5. Small pieces of saline soaked Gelfoam should be placed surrounding the electrode where there is dura or pia exposed. A small amount of saline soaked Gelfoam should also cover the top of the thin film electrode. UV-curable dental acrylic can be applied to the top of the Gelfoam and can be used to create a stable head cap. The acrylic is applied directly to the thin film cable covering it until the connector is reached. Be careful not to cover beyond the bottom of the connector cap.
6. Alternatively, the implantation of the microECoG in 4.3 can be immediately followed by the implantation of a silicon microelectrode array (steps 3.2-3.6) through small holes that are manufactured in the microECoG substrate. This allows for simultaneous recording of both single units at various depths along with high resolution field recordings from the surrounding brain surface.

5. Postoperative Recovery

1. After the cement has completely hardened, suture the skin tightly around the head-cap and remove the animal from the stereotaxic frame.
2. Apply antiseptic powder or antibiotic ointment copiously around the wound. If there is any bleeding from the ears, place some antibiotic well into the ear canal.
3. Keep the animal warm as barbiturates prevent the animal from maintaining its body heat. House each chronically implanted animal in a separate cage. It usually takes four to seven days for the animal to recover completely from the surgery.

6. Representative Results

A successful silicon electrode implant surgery will have recording sites with impedances measuring between 500kOhm-2MOhm, and thin-film electrodes between 10kOhm-50kOhm (at 1kHz). The neural signal can be checked immediately post surgery as well. You should be able to see spikes on the implanted electrodes and see slow wave oscillations on the thin film surface electrode (Figure 1).
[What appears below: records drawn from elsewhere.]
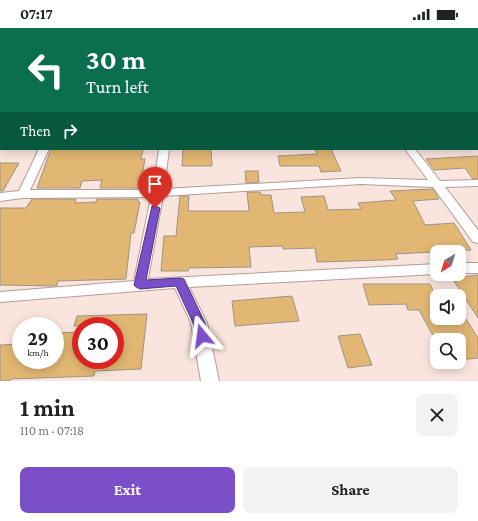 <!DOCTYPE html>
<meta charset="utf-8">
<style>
body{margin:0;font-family:"Crimson Pro",serif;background:#f2f2f2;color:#222;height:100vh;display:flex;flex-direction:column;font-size:15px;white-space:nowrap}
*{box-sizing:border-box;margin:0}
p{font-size:13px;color:#767676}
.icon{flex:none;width:22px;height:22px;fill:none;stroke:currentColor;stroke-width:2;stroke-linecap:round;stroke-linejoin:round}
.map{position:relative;height:353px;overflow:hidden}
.drawer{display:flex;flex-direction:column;background:#fff;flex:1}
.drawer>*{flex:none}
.hud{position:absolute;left:0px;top:0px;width:478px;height:122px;box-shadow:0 2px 10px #0003;background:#0b6e4f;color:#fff;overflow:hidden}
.needle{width:26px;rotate:218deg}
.buttons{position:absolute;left:430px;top:217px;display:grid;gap:8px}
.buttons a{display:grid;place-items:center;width:36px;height:36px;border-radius:8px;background:#fff;box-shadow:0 2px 10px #0003;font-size:20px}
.speed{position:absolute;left:12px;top:289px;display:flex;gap:8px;font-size:20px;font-weight:700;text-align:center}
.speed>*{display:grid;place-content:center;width:52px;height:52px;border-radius:50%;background:#fff;box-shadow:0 2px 10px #0003;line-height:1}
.speed small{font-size:10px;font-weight:400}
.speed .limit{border:6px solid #d22;background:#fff;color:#111}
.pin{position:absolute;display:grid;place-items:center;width:34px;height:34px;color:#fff;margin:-41px -17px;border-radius:50% 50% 50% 0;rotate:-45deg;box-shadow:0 0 4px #0007}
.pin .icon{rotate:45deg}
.me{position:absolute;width:44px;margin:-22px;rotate:344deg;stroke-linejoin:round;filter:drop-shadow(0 0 3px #0008)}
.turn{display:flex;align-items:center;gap:14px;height:84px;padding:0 20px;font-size:18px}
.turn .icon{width:52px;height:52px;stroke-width:2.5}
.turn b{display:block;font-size:28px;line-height:34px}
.then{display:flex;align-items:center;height:38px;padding:0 20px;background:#0003;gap:8px;font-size:15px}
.round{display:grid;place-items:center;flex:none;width:42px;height:42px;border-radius:8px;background:#f2f2f2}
.overview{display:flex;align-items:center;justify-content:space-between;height:68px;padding:0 20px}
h1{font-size:24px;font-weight:700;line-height:30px}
.action{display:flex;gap:8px;margin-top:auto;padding:8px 20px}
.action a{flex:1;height:46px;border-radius:8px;background:#7b4fc7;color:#fff;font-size:16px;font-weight:700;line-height:46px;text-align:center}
.action a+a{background:#f2f2f2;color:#222}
.status{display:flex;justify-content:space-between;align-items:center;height:28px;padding:0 20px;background:#fff;direction:ltr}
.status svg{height:11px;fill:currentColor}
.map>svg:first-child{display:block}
</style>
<div class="status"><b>07:17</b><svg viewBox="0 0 49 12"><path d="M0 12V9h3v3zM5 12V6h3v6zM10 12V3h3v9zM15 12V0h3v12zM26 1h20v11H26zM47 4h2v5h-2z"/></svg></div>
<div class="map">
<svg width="478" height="353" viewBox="0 0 478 353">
<rect width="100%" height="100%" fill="#fae5de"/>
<path fill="#e1b773" stroke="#9e9485" d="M51,121H143L141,131H145L140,160H100L102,152L82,153L80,160H37Z
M183,121H211L212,138H182Z
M315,121H331L341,143L321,144L319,138H280L278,128L317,126Z
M478,128V151H473L465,140L434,142L426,131Z
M0,135H19L3,163H0Z
M245,143H258L259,154L246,155Z
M433,161L439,171L413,173L425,197L454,195L471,222L395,226L398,231L384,232L317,234L315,220L283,221V218L249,219L251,239L189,240L188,243H161L164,208H176L180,168H189L188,183H249L247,164H260L261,167H271L274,185L305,184L301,169L324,168L328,182L361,181L358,175L396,172L390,163Z
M32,171H76L75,175L96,174L97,171H138V174H140L134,205H131L126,251L58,253L57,258L0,257V180H26Z
M478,247V290L452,250Z
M363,256H430L437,271V294L466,291L478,310V330L459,332V312H437V315L419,282H408L406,276L369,277Z
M292,268L299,293L235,298L232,273Z
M147,286L141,341L95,343L94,348L11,351L10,353H0V317L21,316V332H55V305L81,304V332H115V298H74L77,288Z
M360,306L372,337L348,340L338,308Z"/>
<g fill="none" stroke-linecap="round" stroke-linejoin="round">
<defs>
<path id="street" d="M170,0H176V1H170Z
M246,0H252V1H246Z
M326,0H333V1H326Z
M413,0H420V1H413Z
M0,9H1V16H0Z
M0,45H1V49H0Z
M477,57L478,58V64L477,63Z
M39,121H49L30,162H153L159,121H169L164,161L361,150L428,152L405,121H415L440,153L478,152V158L445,159L478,202V215L473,214L433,159L361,156L163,168L148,251L437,236V246L189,259L207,295L219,353H201L191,295L175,260L0,274V264L134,253L151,169L23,170L0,173V165L19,163Z
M459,235H478V245H459Z"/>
</defs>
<use href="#street" stroke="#b29e97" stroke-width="2"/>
<use href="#street" fill="#fff" fill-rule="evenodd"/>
</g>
<path fill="#7b4fc7" stroke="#503381" d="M152,178H155L160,180L146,252L180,250L184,251L205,295L208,308L206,312L202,313L198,312L193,295L176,258L140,261L136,259L134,257Z"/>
</svg>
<div class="buttons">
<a><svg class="needle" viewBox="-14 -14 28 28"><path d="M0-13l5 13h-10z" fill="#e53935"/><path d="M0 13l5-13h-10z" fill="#767676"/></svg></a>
<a><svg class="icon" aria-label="sound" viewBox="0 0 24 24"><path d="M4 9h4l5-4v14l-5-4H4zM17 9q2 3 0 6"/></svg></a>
<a><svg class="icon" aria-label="search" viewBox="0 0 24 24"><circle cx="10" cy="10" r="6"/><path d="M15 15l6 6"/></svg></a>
</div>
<div class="speed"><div>29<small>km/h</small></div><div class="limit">30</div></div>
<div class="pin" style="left:155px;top:180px;background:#d93025"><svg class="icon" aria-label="arrive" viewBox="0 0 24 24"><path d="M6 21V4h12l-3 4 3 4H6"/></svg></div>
<svg class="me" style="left:202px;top:308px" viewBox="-20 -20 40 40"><path d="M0-17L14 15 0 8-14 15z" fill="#7b4fc7" stroke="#fff" stroke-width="4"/></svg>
<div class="hud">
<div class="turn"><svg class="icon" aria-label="left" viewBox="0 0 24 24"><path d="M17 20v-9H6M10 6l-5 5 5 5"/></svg><div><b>30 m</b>Turn left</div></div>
<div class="then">Then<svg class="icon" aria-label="right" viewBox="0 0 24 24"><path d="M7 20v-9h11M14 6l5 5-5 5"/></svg></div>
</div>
</div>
<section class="drawer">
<div class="overview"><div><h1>1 min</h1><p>110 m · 07:18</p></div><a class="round"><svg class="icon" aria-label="close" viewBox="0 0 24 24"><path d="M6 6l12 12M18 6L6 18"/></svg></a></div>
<div class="action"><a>Exit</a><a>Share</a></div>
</section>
Figure 1. Representative results of single unit activity and ECoG oscillations. a) Wide-band data from 6 simultaneously recorded channels of a chronic silicon electrode implanted in the neocortex. Note that spikes can often be seen across recording sites. b) ECoG oscillations from 6 channels of a 16-channel thin-film uECoG electrode array on the surface of the brain. The mean of all 16 signals were removed from each trace (common average referencing), and a 500 Hz digital low pass filter was applied.